■ Collected data entries:
***

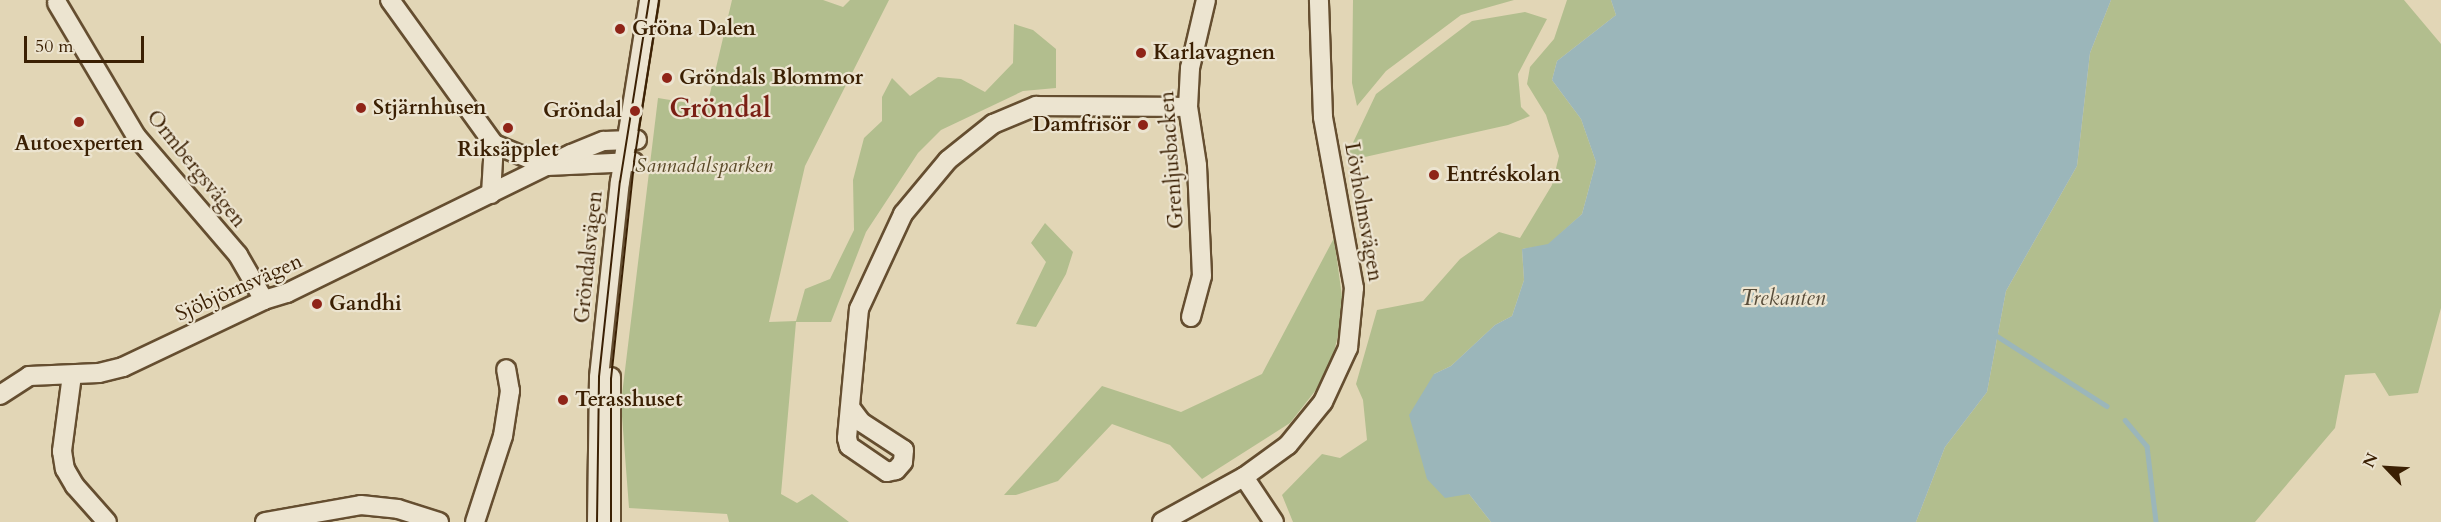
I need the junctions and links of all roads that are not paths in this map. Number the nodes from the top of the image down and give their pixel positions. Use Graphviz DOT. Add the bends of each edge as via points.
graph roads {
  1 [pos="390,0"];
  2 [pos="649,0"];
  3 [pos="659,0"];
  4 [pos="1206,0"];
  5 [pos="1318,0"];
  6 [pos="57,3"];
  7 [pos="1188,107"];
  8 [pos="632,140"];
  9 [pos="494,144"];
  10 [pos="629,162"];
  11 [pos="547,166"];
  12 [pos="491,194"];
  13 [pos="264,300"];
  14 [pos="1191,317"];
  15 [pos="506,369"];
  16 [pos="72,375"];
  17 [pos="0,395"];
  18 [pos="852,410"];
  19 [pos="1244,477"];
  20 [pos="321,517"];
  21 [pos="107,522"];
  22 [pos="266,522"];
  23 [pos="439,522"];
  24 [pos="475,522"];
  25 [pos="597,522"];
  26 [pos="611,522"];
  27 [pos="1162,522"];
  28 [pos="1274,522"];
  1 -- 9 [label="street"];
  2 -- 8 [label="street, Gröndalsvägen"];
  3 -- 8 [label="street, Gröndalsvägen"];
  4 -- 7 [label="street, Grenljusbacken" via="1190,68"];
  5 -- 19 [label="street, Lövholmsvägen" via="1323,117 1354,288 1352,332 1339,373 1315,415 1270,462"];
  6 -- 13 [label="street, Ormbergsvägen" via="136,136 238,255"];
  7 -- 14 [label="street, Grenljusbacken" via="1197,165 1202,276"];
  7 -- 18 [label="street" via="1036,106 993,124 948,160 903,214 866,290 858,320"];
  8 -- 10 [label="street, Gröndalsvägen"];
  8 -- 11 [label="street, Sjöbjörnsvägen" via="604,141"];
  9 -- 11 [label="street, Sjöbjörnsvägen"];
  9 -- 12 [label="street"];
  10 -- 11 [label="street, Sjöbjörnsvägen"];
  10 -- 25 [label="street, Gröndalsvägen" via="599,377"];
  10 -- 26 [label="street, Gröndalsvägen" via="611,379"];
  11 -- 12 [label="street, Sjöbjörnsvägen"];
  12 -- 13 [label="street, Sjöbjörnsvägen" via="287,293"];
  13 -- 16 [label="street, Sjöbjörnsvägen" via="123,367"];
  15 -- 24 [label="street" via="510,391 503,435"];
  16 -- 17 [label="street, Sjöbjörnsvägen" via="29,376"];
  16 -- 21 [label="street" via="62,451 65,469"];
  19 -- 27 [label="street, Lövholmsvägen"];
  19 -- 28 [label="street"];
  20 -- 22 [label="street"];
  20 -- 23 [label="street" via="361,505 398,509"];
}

***

■ Work required: For this exercise, transcribe the entries verbatim and skip all pictures.

■ Reply to the task:
I need the junctions and links of all roads that are not paths in this map. Number the nodes from the top of the image down and give their pixel positions. Use Graphviz DOT. Add the bends of each edge as via points.
graph roads {
  1 [pos="390,0"];
  2 [pos="649,0"];
  3 [pos="659,0"];
  4 [pos="1206,0"];
  5 [pos="1318,0"];
  6 [pos="57,3"];
  7 [pos="1188,107"];
  8 [pos="632,140"];
  9 [pos="494,144"];
  10 [pos="629,162"];
  11 [pos="547,166"];
  12 [pos="491,194"];
  13 [pos="264,300"];
  14 [pos="1191,317"];
  15 [pos="506,369"];
  16 [pos="72,375"];
  17 [pos="0,395"];
  18 [pos="852,410"];
  19 [pos="1244,477"];
  20 [pos="321,517"];
  21 [pos="107,522"];
  22 [pos="266,522"];
  23 [pos="439,522"];
  24 [pos="475,522"];
  25 [pos="597,522"];
  26 [pos="611,522"];
  27 [pos="1162,522"];
  28 [pos="1274,522"];
  1 -- 9 [label="street"];
  2 -- 8 [label="street, Gröndalsvägen"];
  3 -- 8 [label="street, Gröndalsvägen"];
  4 -- 7 [label="street, Grenljusbacken" via="1190,68"];
  5 -- 19 [label="street, Lövholmsvägen" via="1323,117 1354,288 1352,332 1339,373 1315,415 1270,462"];
  6 -- 13 [label="street, Ormbergsvägen" via="136,136 238,255"];
  7 -- 14 [label="street, Grenljusbacken" via="1197,165 1202,276"];
  7 -- 18 [label="street" via="1036,106 993,124 948,160 903,214 866,290 858,320"];
  8 -- 10 [label="street, Gröndalsvägen"];
  8 -- 11 [label="street, Sjöbjörnsvägen" via="604,141"];
  9 -- 11 [label="street, Sjöbjörnsvägen"];
  9 -- 12 [label="street"];
  10 -- 11 [label="street, Sjöbjörnsvägen"];
  10 -- 25 [label="street, Gröndalsvägen" via="599,377"];
  10 -- 26 [label="street, Gröndalsvägen" via="611,379"];
  11 -- 12 [label="street, Sjöbjörnsvägen"];
  12 -- 13 [label="street, Sjöbjörnsvägen" via="287,293"];
  13 -- 16 [label="street, Sjöbjörnsvägen" via="123,367"];
  15 -- 24 [label="street" via="510,391 503,435"];
  16 -- 17 [label="street, Sjöbjörnsvägen" via="29,376"];
  16 -- 21 [label="street" via="62,451 65,469"];
  19 -- 27 [label="street, Lövholmsvägen"];
  19 -- 28 [label="street"];
  20 -- 22 [label="street"];
  20 -- 23 [label="street" via="361,505 398,509"];
}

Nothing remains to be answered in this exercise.